Cost is undeniably an issue, especially when you’re talking about having to replace basic infrastructure like water pipes. But where there’s a will, there’s a way: we believe that if the reducing risk of asbestos-related disease was genuinely treated as a national priority, the money would be found.

The asbestos skills shortage

The need for a workforce with asbestos expertise is a thornier problem. Dealing effectively with asbestos requires special skills and knowledge – whether it’s conducting an asbestos audit, testing for asbestos, monitoring air quality during removal, carrying out the asbestos removal itself, or doing a clearance inspection.

These skills and knowledge can’t be picked up overnight: they have to be acquired through experience. And there’s a limited number of Australians with that experience.

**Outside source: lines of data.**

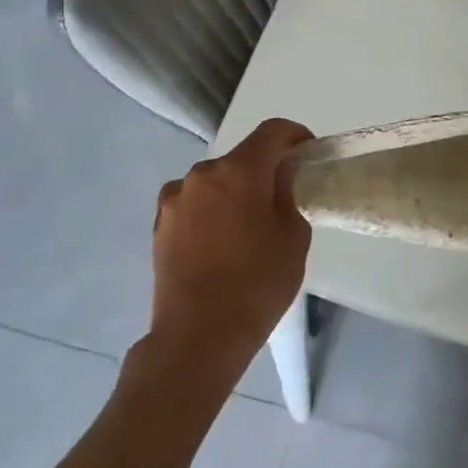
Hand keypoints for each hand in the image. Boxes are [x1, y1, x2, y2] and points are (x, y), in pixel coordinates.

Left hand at [149, 118, 313, 373]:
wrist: (197, 336)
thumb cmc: (257, 284)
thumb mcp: (293, 236)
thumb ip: (288, 194)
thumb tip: (280, 177)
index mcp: (239, 171)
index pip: (272, 131)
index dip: (295, 135)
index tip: (308, 154)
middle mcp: (202, 174)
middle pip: (242, 157)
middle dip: (264, 169)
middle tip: (282, 198)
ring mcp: (175, 199)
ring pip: (216, 181)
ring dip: (235, 191)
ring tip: (249, 226)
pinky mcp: (160, 225)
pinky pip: (195, 203)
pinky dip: (212, 210)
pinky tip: (222, 242)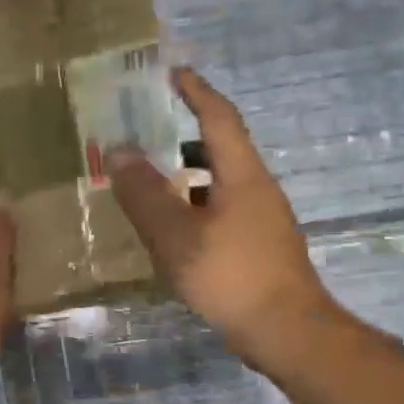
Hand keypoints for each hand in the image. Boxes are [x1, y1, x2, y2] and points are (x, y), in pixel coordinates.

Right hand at [109, 67, 343, 367]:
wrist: (285, 330)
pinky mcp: (258, 246)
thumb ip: (144, 194)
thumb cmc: (230, 275)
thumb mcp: (175, 234)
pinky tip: (172, 227)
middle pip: (220, 148)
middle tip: (147, 130)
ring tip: (150, 180)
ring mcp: (261, 219)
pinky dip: (193, 204)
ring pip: (219, 182)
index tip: (174, 73)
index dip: (196, 92)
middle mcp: (256, 189)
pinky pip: (221, 209)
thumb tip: (119, 152)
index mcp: (241, 175)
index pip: (219, 118)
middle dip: (185, 134)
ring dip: (186, 174)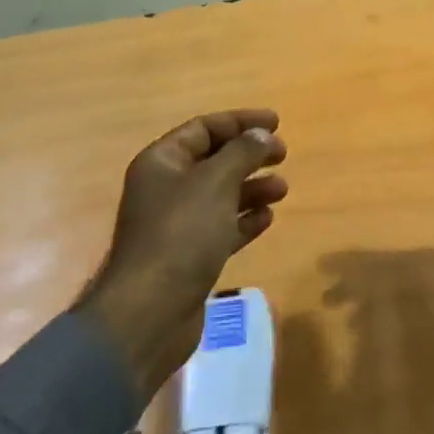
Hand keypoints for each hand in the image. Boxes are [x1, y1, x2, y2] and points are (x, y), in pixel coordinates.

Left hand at [76, 109, 287, 398]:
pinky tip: (268, 218)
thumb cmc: (181, 234)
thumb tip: (263, 135)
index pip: (203, 128)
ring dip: (252, 188)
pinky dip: (244, 220)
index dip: (240, 122)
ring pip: (220, 195)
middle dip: (249, 155)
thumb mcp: (215, 182)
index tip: (277, 123)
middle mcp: (166, 188)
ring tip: (283, 190)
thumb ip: (242, 153)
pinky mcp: (189, 256)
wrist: (151, 312)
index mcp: (162, 162)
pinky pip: (222, 227)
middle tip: (283, 155)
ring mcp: (176, 224)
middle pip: (213, 160)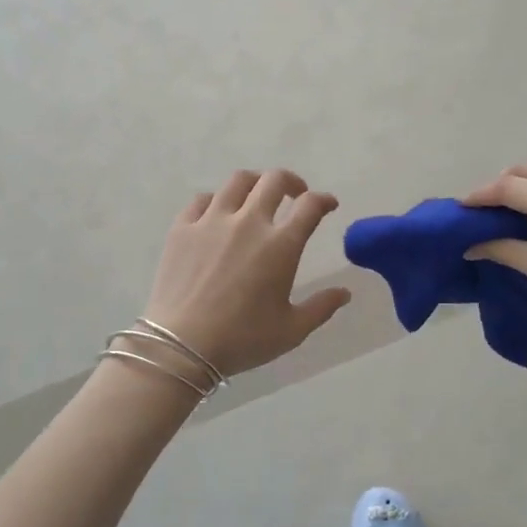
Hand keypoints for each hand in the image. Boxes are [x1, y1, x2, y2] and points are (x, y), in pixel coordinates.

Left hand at [141, 169, 352, 376]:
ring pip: (238, 181)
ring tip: (258, 196)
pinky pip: (202, 199)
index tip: (328, 205)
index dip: (324, 200)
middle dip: (292, 183)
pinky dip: (217, 200)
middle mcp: (248, 222)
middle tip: (295, 195)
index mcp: (280, 245)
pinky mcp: (182, 228)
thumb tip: (345, 293)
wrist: (181, 345)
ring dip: (256, 183)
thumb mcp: (292, 330)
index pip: (310, 206)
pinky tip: (218, 213)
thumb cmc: (242, 339)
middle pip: (274, 181)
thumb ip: (321, 308)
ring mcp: (212, 221)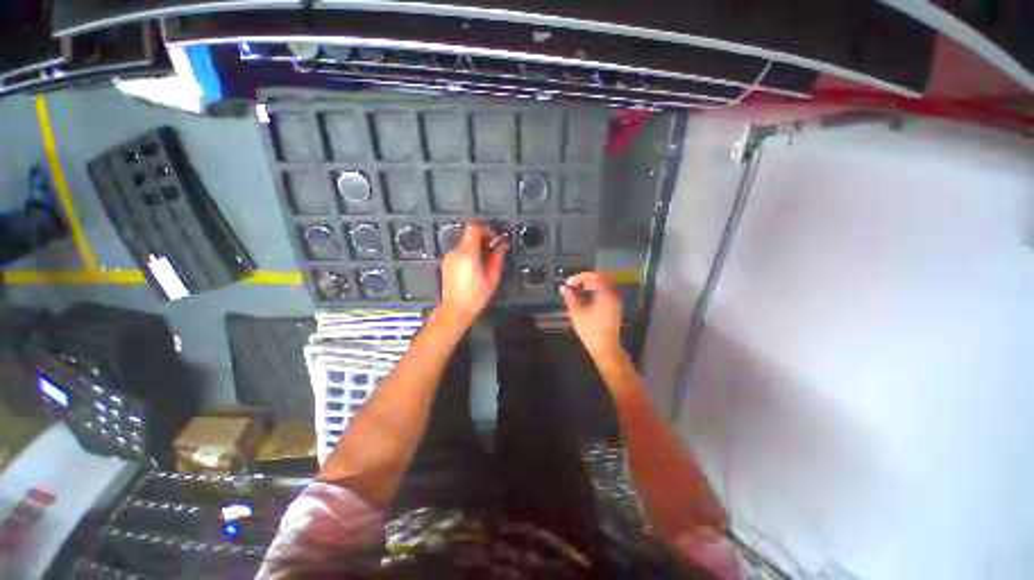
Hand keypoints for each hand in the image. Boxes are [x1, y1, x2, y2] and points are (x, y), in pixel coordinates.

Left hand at [440, 223, 506, 324]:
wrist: (456, 309)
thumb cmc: (476, 295)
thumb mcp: (492, 277)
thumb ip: (497, 258)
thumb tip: (502, 245)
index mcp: (468, 254)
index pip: (474, 228)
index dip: (486, 229)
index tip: (494, 238)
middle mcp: (456, 252)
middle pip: (469, 236)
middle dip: (483, 240)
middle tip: (493, 251)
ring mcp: (449, 257)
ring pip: (465, 245)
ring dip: (476, 248)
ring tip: (485, 262)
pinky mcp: (446, 263)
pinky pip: (459, 253)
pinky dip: (468, 255)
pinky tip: (474, 268)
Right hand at [560, 272, 622, 356]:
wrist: (605, 347)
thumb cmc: (590, 330)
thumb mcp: (576, 313)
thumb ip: (570, 298)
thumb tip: (563, 288)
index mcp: (604, 293)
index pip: (591, 276)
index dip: (578, 278)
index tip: (567, 283)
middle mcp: (612, 294)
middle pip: (598, 280)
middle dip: (583, 281)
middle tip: (571, 287)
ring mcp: (615, 301)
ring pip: (601, 287)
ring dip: (588, 287)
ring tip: (576, 293)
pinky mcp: (614, 307)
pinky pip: (604, 294)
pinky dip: (594, 293)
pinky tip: (585, 300)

At Airsafe, we’ve had to deal with this issue ourselves. We’ve recently seen a big increase in demand for our services, and because we only employ qualified staff who know their way around asbestos, we’ve had to start a waiting list for non-urgent asbestos audits.

The alternative would be to employ non-qualified staff, give them a bit of token on-the-job training and let them loose. But asbestos is too important to trifle with. And as we’ve seen with the bungled NSW schools asbestos audit program, trying to cut corners can be more costly in the long run, as work that wasn’t done properly the first time has to be repeated.

So while we applaud any government effort to rid Australia of asbestos-related disease, we’d also urge governments to consider the asbestos skills shortage, and invest in giving more Australian workers the skills they need to deal with asbestos safely and rigorously. Even if it means moving deadlines back, we have to get this right.